• **EXERCISE**
Please return all lines from the records below that include the string "Lago".

• **MATERIAL PROVIDED**

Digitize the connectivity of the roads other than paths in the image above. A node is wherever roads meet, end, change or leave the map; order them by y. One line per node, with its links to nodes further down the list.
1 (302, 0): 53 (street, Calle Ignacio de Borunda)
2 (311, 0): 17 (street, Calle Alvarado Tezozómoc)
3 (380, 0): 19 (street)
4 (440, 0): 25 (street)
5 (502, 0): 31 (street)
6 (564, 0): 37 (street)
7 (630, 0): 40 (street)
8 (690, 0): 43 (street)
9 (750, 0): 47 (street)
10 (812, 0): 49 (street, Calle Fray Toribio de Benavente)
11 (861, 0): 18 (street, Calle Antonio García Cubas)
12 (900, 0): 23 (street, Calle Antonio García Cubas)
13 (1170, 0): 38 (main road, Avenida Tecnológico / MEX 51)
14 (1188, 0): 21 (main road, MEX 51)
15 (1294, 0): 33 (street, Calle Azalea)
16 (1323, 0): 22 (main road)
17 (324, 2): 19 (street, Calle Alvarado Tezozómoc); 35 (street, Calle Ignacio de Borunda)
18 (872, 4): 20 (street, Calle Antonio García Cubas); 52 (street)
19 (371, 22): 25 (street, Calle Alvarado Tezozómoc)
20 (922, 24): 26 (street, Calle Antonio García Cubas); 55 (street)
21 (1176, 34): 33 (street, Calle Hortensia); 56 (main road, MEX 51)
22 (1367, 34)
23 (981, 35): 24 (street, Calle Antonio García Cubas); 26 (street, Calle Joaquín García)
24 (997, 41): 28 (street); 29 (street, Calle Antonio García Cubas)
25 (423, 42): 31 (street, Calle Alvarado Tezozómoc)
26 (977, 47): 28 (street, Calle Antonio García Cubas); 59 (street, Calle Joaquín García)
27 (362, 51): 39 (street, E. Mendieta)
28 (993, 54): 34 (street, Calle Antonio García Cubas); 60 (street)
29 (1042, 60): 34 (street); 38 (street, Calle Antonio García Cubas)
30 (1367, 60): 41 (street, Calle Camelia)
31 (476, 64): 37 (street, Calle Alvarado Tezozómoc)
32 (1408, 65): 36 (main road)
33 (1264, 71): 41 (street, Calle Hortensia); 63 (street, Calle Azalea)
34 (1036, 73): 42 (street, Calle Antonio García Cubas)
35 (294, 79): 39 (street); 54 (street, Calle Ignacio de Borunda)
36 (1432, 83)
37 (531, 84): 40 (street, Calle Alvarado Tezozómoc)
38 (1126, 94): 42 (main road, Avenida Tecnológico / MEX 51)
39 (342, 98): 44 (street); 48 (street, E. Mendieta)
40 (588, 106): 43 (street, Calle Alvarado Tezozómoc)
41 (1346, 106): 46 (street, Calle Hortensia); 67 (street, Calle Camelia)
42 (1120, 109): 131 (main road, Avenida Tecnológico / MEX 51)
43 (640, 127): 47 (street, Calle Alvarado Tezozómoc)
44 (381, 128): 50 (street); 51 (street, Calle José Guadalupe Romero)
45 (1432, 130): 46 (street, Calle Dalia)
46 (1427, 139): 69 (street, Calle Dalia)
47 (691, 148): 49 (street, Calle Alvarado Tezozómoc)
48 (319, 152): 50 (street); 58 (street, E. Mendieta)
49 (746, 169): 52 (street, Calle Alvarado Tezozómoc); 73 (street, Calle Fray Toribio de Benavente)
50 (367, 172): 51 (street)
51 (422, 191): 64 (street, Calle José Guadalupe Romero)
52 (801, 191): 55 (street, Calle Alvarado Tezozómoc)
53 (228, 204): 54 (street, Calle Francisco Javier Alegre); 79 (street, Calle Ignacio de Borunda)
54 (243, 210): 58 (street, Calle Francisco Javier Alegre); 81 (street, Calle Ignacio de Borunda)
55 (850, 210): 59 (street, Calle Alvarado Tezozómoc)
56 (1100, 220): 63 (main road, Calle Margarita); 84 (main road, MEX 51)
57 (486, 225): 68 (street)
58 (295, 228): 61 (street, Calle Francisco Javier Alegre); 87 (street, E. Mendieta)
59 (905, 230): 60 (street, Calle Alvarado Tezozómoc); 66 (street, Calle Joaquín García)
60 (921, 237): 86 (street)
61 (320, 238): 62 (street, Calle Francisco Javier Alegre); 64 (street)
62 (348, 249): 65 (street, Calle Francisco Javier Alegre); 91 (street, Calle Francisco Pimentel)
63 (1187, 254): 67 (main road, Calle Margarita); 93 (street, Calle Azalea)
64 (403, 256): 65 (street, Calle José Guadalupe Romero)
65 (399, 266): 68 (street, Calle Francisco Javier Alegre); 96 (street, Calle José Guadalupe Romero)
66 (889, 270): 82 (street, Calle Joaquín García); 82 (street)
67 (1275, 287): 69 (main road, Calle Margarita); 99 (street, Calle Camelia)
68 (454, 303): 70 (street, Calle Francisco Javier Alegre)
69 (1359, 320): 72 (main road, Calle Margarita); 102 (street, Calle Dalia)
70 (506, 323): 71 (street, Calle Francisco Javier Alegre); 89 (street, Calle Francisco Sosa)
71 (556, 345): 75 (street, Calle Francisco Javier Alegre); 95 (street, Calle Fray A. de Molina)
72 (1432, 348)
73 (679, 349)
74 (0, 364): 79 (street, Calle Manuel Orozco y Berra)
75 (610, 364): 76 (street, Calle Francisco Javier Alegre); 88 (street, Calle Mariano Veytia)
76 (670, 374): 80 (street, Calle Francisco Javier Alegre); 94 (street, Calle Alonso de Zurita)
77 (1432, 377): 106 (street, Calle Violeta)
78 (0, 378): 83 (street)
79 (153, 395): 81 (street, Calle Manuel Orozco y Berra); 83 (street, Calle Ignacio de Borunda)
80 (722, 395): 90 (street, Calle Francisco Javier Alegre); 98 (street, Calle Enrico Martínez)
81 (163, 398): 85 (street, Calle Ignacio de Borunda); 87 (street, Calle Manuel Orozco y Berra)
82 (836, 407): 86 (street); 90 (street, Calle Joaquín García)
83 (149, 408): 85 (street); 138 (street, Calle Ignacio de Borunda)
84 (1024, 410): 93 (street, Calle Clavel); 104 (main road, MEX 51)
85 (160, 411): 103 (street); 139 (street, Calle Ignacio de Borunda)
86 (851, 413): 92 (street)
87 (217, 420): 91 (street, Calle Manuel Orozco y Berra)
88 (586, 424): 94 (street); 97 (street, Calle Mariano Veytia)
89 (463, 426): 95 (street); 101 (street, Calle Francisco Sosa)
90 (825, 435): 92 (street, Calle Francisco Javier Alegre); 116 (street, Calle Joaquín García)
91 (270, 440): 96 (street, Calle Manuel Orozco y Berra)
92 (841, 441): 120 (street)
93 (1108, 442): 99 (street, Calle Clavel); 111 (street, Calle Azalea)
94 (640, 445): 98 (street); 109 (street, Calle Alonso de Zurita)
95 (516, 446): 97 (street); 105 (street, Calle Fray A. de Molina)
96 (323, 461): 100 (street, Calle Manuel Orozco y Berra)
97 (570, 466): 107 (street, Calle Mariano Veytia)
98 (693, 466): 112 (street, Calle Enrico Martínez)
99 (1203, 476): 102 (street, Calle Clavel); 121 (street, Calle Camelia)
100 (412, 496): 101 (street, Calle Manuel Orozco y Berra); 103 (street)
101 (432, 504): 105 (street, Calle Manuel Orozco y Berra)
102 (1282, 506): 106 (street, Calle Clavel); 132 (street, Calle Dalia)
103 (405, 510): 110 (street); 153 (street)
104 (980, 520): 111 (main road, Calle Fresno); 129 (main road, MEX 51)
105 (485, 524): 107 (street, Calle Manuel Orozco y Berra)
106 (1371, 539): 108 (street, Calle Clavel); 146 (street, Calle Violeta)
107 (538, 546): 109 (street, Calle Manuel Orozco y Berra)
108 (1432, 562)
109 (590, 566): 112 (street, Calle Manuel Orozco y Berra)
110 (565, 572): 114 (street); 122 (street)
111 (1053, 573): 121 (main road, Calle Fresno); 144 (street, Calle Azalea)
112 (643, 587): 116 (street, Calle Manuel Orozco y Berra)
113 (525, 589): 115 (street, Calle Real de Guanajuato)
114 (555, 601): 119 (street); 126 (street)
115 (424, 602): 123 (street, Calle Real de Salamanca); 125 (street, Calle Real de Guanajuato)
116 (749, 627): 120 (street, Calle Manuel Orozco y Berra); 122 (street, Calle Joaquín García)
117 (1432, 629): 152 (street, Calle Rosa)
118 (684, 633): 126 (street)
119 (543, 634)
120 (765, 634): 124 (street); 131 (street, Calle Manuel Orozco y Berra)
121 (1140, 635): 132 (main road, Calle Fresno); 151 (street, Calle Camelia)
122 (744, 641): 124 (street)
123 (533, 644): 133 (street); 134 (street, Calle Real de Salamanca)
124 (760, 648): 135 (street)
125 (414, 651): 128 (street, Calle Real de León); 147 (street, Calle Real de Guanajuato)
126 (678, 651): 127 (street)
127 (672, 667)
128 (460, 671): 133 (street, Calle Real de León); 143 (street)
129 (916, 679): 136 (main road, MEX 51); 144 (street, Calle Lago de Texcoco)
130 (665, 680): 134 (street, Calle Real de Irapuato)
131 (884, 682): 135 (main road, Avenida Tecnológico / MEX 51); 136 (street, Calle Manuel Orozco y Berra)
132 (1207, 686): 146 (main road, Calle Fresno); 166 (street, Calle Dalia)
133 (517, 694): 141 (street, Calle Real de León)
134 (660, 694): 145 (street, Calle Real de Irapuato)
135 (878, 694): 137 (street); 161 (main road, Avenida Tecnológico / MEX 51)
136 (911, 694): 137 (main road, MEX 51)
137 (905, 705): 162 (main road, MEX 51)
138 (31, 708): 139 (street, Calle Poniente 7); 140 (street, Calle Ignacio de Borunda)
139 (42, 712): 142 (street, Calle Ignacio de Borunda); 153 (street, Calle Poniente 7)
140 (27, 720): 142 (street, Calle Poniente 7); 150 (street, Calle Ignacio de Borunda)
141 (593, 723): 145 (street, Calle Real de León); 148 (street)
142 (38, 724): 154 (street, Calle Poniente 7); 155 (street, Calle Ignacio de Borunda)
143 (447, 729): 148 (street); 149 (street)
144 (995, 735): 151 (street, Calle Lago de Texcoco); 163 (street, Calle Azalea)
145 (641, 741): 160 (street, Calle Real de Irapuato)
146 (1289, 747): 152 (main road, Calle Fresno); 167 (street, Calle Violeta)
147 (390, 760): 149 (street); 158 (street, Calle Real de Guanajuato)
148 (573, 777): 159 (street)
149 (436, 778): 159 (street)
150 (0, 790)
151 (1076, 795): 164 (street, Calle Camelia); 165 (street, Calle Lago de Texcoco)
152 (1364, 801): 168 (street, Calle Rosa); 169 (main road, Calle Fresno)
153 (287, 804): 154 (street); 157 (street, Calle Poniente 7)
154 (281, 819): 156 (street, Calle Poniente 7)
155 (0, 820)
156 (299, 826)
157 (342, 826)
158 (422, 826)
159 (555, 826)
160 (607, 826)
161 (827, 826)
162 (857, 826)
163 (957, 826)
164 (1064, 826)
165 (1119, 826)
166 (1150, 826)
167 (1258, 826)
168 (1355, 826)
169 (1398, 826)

• **SOLUTION TO THIS EXERCISE**
129 (916, 679): 136 (main road, MEX 51); 144 (street, Calle Lago de Texcoco)
144 (995, 735): 151 (street, Calle Lago de Texcoco); 163 (street, Calle Azalea)
151 (1076, 795): 164 (street, Calle Camelia); 165 (street, Calle Lago de Texcoco)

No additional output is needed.